**Exercise description:**
Count how many lines hold "Neville" in the records, and respond with that number by itself.

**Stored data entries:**
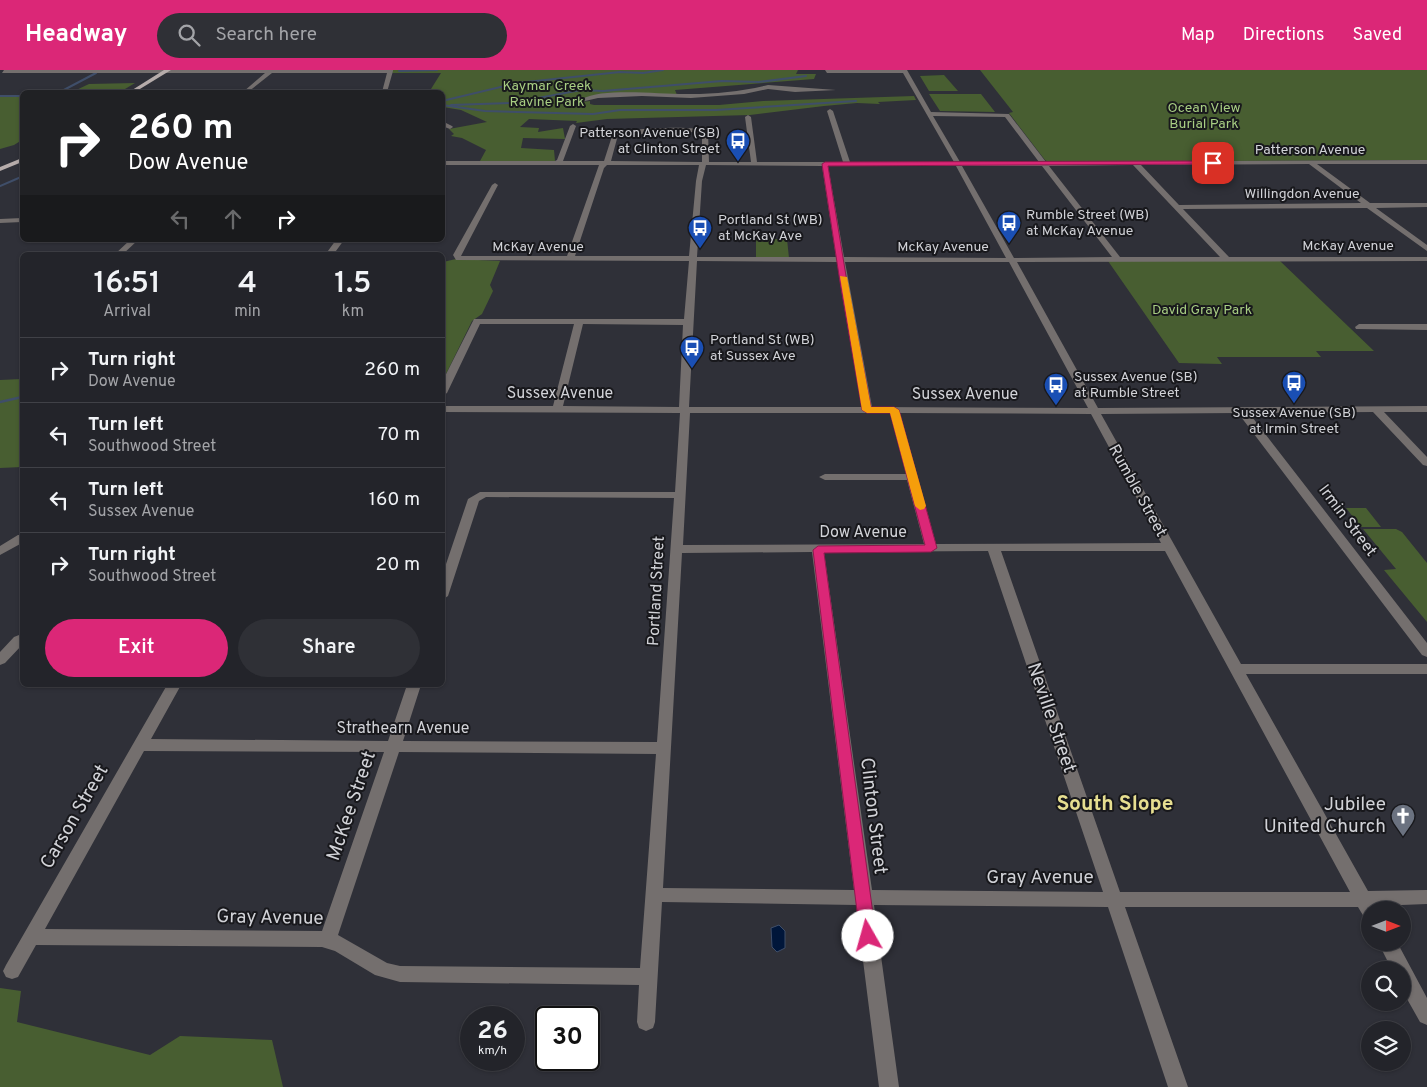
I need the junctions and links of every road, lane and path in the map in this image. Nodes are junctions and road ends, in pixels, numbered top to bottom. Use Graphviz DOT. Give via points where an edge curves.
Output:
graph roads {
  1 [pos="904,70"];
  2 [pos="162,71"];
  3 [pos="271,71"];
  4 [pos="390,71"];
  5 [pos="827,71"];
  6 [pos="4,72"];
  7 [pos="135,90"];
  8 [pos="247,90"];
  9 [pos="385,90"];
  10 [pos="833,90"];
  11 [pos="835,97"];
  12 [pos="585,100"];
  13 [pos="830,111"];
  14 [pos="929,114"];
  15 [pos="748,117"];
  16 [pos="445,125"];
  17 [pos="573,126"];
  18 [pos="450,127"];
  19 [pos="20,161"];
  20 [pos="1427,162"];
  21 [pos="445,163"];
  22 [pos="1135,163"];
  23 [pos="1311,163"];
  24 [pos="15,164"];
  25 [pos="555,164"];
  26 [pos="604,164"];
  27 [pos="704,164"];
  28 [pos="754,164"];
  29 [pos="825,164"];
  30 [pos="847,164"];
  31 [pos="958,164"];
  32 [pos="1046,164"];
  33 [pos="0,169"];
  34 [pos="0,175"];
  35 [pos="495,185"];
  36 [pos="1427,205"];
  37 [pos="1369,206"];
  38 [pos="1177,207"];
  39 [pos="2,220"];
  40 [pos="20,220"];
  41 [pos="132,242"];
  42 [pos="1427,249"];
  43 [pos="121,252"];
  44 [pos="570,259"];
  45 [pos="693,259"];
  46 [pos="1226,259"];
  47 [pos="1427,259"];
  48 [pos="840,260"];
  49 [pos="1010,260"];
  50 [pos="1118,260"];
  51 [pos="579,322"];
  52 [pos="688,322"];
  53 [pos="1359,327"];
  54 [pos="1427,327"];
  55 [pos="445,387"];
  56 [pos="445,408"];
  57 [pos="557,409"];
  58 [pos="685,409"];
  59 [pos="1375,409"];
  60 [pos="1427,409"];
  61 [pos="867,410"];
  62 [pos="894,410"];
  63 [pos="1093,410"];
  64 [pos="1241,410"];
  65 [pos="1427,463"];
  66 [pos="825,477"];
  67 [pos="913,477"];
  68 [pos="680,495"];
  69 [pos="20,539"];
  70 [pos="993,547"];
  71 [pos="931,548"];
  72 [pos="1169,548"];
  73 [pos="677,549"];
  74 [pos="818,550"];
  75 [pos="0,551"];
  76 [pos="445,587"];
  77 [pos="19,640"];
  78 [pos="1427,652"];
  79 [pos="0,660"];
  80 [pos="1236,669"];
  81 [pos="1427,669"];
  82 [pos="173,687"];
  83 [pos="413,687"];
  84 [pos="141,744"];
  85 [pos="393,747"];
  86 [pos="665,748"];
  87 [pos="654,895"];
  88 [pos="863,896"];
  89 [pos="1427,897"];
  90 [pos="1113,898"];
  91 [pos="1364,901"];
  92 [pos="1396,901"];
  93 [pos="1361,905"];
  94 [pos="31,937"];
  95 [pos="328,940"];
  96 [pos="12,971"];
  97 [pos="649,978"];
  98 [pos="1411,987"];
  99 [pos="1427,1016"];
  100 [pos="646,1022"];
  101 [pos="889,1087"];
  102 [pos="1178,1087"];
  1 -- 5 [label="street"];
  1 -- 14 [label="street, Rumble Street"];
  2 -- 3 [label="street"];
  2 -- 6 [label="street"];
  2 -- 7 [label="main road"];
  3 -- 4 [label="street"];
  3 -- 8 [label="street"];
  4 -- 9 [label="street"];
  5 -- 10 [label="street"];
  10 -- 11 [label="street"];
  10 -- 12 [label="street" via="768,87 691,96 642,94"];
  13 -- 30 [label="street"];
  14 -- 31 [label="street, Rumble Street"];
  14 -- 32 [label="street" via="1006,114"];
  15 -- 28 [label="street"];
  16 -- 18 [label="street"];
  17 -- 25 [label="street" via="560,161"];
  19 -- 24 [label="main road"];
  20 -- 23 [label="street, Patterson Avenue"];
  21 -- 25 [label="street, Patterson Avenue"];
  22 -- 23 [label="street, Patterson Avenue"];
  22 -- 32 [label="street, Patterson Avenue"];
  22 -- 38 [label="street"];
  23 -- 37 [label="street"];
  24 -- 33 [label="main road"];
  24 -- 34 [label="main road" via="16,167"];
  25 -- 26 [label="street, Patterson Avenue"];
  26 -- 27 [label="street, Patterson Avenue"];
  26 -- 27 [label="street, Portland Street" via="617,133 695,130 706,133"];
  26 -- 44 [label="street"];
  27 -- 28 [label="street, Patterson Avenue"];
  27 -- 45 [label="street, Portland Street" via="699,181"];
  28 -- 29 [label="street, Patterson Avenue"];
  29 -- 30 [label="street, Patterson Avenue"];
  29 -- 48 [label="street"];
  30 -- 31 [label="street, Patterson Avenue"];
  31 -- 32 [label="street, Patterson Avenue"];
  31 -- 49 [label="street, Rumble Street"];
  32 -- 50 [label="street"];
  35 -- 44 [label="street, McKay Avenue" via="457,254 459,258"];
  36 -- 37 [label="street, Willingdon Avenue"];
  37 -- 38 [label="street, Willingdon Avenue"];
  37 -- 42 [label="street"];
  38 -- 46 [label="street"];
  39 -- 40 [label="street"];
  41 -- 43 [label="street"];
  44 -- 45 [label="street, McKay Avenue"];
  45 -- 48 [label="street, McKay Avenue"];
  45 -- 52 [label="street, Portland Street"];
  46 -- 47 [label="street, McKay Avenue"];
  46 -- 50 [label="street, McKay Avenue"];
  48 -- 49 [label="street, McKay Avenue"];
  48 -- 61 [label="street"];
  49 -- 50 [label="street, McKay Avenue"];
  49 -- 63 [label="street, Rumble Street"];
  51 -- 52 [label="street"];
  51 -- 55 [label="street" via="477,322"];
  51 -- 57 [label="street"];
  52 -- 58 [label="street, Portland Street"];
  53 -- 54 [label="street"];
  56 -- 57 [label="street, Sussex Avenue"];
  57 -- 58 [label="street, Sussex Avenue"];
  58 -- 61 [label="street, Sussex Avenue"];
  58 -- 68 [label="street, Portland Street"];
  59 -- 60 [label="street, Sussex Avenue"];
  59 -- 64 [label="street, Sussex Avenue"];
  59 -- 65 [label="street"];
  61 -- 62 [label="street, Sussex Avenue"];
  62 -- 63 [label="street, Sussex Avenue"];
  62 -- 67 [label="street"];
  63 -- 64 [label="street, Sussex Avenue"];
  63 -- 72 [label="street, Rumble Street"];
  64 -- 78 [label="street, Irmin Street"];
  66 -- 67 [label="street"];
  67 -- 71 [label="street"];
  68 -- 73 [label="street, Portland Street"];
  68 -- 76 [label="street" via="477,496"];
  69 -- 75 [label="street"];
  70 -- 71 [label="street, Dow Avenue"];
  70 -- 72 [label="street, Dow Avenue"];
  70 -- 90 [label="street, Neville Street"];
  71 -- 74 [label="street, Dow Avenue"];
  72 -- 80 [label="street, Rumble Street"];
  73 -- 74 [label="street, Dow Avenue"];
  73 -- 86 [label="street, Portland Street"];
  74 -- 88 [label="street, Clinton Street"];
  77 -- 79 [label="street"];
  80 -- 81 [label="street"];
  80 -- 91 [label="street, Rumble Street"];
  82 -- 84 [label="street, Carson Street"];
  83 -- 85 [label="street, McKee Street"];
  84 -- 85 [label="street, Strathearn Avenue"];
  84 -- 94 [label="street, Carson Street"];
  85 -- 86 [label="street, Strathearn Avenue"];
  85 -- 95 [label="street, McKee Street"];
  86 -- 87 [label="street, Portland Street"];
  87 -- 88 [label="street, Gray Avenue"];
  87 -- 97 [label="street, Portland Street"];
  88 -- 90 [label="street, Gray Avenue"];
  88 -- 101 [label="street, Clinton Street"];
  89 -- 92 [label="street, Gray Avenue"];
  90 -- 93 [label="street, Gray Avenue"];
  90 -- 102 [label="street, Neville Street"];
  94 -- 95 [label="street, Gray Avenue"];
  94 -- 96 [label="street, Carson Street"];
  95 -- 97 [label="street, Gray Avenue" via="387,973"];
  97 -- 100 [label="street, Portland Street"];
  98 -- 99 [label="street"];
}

**Problem solution:**
2